▶ _Task details_:
A line belongs in the answer only if it contains the word "main"; copy every such line from the listing below.

*** Information Section Begins ***

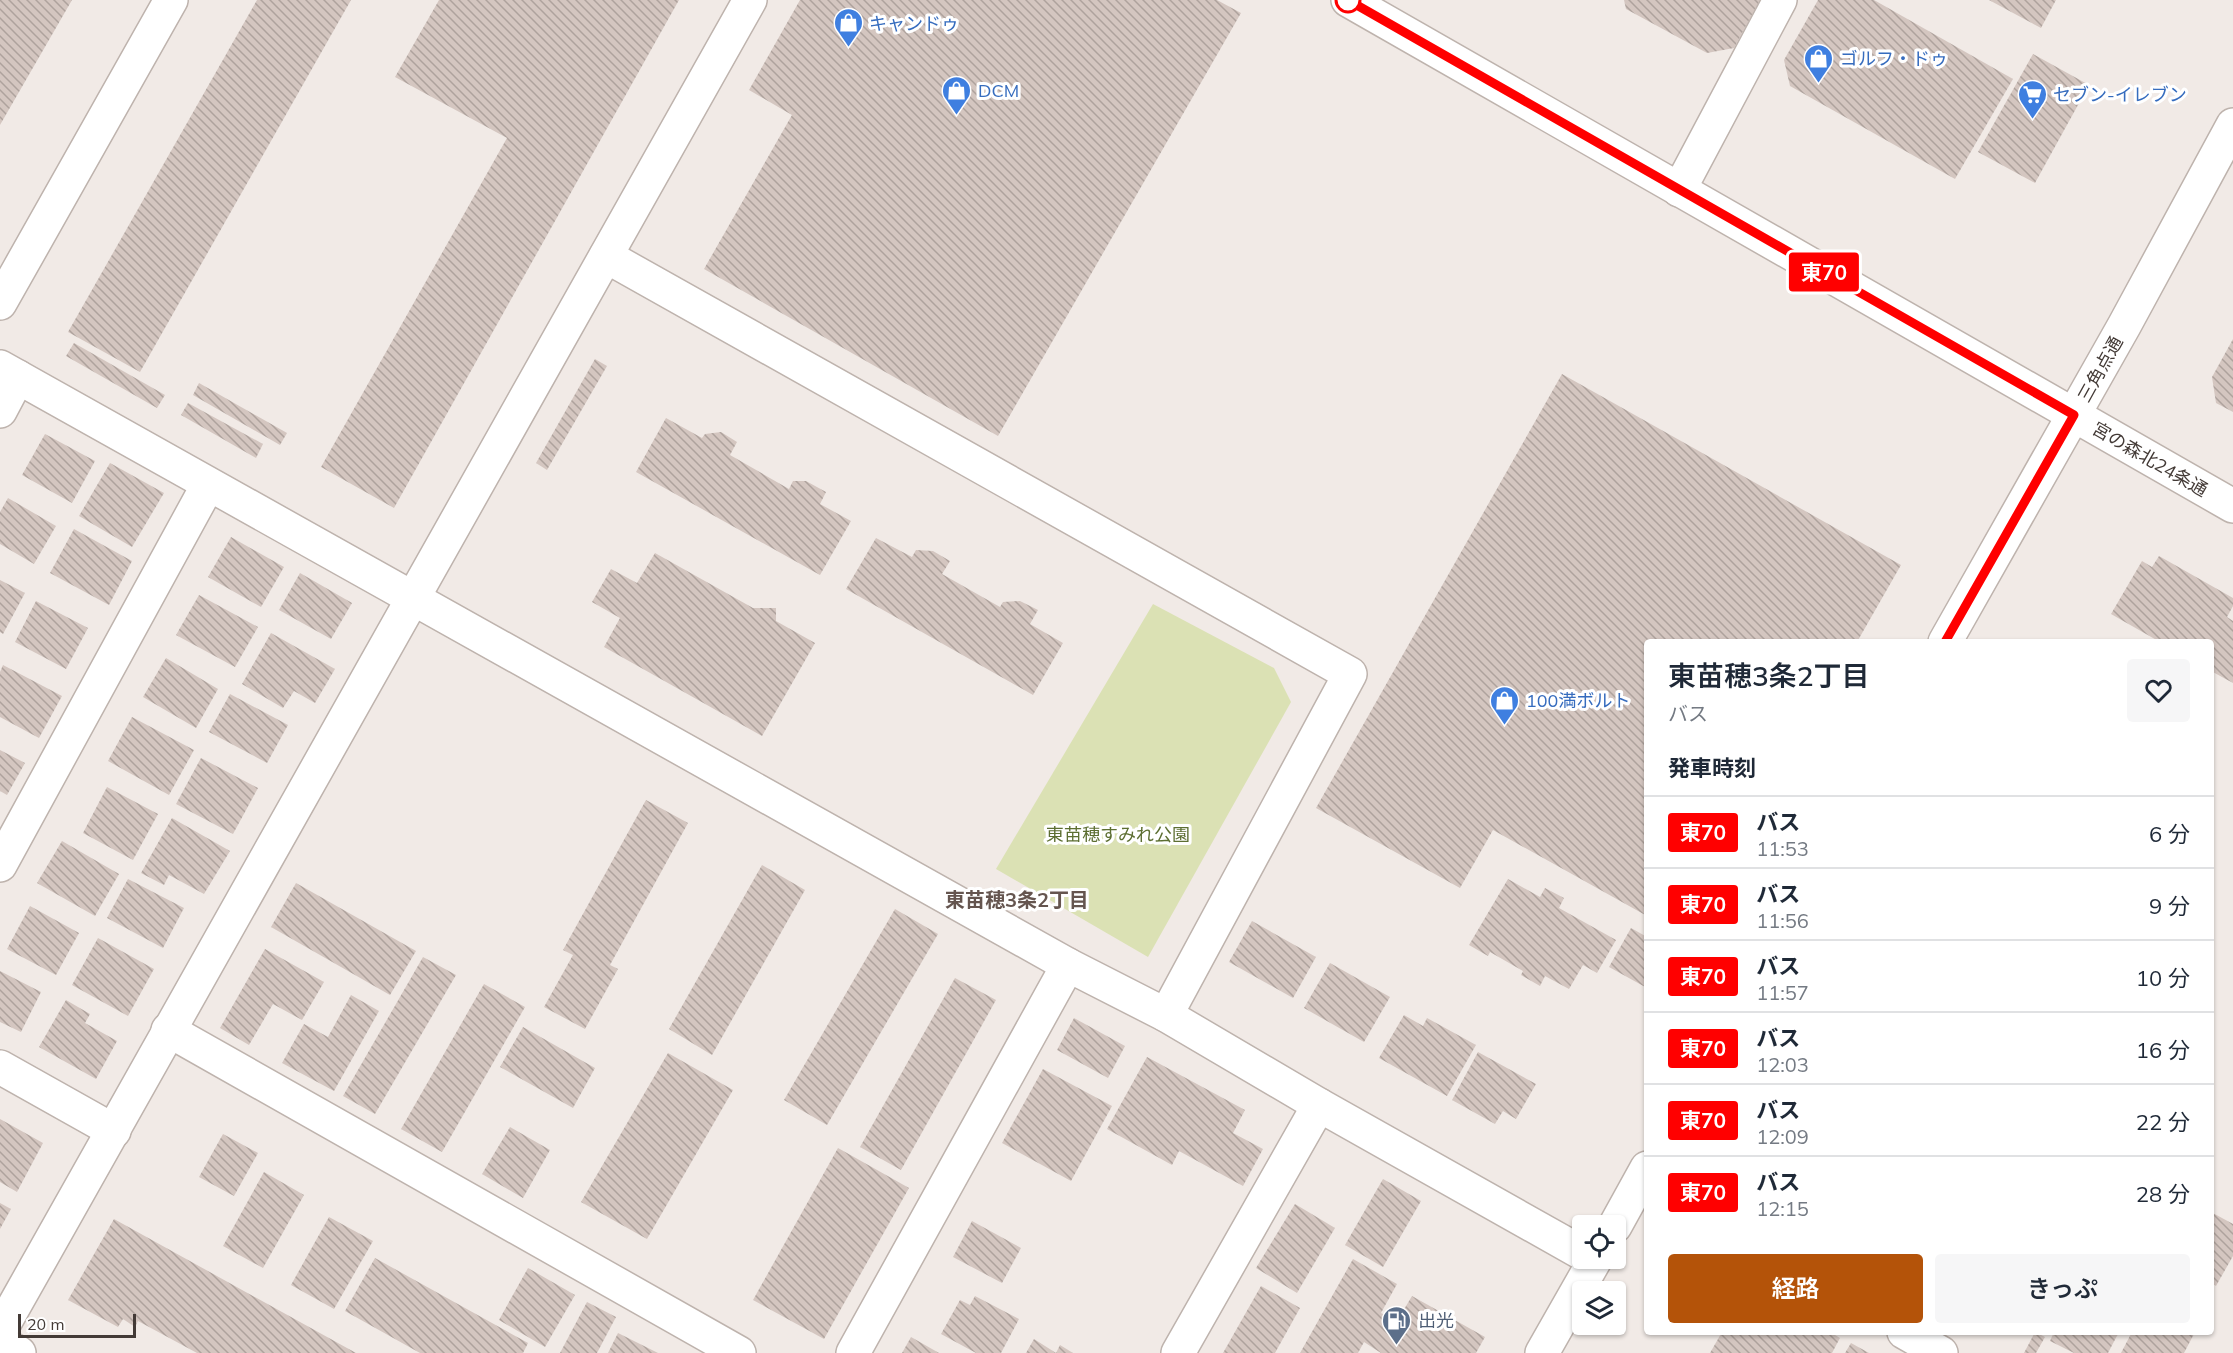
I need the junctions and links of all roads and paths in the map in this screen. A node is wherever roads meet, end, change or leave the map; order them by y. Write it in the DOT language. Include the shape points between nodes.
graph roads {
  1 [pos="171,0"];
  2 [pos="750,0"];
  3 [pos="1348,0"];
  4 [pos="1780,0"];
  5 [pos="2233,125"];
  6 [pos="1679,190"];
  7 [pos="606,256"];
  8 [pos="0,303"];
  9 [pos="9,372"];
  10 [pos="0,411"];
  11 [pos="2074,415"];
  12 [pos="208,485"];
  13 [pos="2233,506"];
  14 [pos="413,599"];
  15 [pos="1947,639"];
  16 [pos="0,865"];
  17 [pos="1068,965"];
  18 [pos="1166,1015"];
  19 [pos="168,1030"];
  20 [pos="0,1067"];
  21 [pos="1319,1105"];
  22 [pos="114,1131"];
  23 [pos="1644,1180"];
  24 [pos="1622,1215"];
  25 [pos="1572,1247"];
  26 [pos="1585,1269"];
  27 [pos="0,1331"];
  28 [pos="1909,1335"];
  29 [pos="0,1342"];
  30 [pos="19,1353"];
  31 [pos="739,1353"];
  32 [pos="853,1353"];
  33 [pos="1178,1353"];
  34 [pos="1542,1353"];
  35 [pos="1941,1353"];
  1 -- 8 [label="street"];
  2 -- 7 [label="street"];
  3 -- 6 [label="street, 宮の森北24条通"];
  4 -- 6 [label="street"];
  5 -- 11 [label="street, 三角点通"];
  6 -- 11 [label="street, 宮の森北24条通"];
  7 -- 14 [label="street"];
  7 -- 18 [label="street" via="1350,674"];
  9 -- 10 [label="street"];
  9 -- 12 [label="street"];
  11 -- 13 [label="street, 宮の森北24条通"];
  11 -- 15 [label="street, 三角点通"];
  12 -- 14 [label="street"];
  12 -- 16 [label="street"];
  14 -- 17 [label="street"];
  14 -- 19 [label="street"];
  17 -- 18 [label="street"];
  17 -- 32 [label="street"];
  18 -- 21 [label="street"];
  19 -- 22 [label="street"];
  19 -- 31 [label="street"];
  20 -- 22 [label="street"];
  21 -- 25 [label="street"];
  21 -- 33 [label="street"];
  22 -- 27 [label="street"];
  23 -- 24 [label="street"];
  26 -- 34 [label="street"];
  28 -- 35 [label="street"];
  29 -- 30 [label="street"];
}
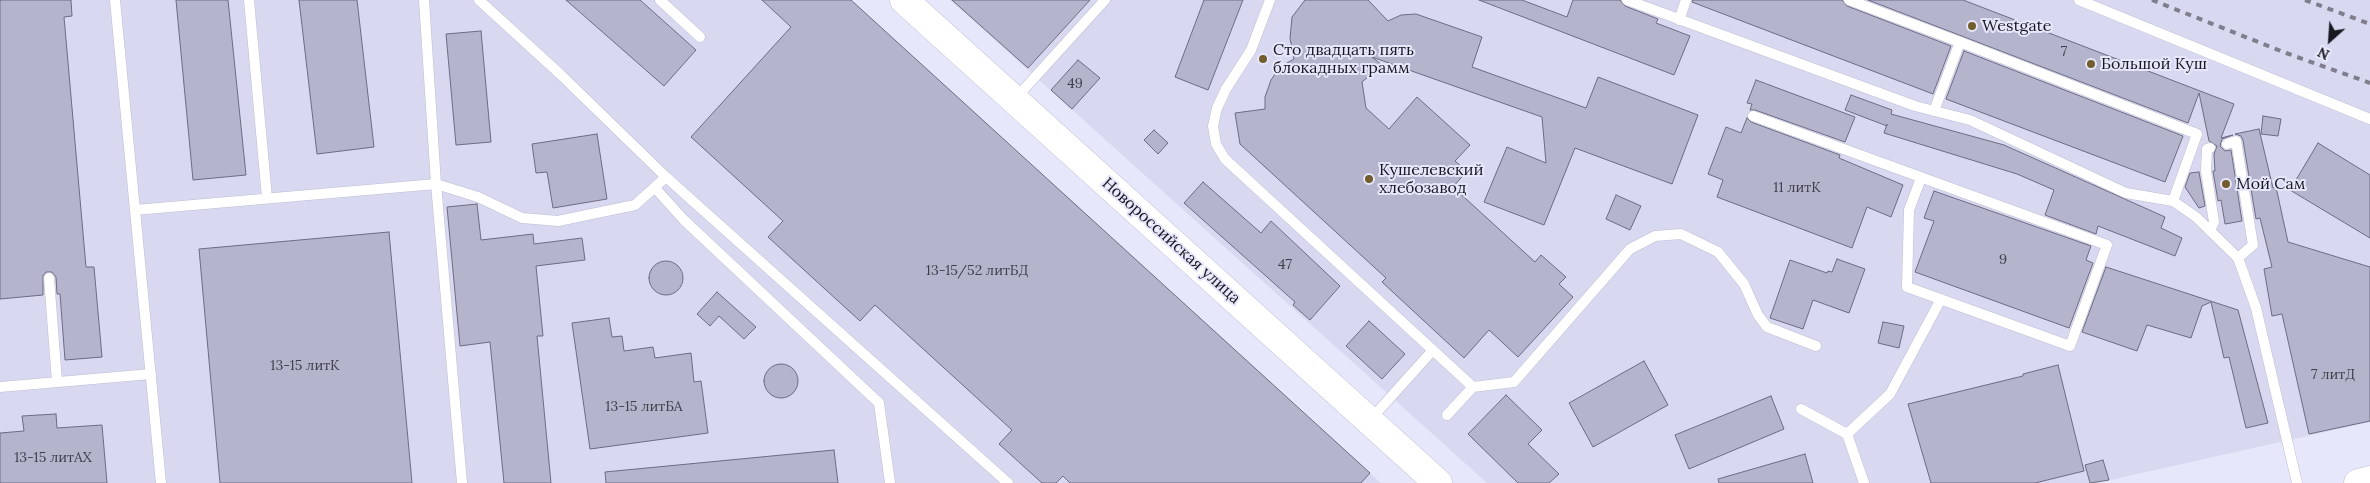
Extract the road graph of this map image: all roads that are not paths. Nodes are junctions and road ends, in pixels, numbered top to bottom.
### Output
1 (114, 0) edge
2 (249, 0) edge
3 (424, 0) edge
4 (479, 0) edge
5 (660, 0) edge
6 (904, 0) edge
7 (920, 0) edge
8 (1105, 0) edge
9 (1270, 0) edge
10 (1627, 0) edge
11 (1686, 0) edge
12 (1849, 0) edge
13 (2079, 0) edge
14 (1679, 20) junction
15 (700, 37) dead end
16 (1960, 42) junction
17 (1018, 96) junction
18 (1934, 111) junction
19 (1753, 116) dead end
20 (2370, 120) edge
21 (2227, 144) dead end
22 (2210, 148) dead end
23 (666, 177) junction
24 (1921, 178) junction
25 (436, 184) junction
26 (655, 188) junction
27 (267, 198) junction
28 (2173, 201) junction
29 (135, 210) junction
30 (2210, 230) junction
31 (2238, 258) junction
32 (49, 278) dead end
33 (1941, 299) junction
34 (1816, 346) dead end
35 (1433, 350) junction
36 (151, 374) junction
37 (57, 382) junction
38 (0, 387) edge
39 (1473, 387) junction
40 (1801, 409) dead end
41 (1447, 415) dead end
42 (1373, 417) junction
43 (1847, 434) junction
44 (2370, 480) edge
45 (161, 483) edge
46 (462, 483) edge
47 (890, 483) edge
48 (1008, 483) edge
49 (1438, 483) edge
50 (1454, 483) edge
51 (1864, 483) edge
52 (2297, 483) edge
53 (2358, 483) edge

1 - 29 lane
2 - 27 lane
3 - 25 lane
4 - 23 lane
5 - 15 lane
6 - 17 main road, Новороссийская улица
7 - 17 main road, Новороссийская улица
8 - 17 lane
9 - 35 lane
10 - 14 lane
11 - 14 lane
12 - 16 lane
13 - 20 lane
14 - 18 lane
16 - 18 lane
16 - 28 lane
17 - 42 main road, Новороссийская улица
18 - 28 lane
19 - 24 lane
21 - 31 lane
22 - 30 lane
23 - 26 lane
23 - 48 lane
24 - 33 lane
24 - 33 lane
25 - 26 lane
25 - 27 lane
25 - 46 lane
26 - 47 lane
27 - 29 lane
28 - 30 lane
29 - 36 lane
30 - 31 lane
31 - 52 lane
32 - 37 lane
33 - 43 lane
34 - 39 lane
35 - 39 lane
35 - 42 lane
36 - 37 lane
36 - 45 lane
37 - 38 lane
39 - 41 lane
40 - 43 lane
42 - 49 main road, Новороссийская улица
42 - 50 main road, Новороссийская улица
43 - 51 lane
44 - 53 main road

*** Information Section Ends ***

▶ _Reply_:
6 - 17 main road, Новороссийская улица
7 - 17 main road, Новороссийская улица
17 - 42 main road, Новороссийская улица
42 - 49 main road, Новороссийская улица
42 - 50 main road, Новороссийская улица
44 - 53 main road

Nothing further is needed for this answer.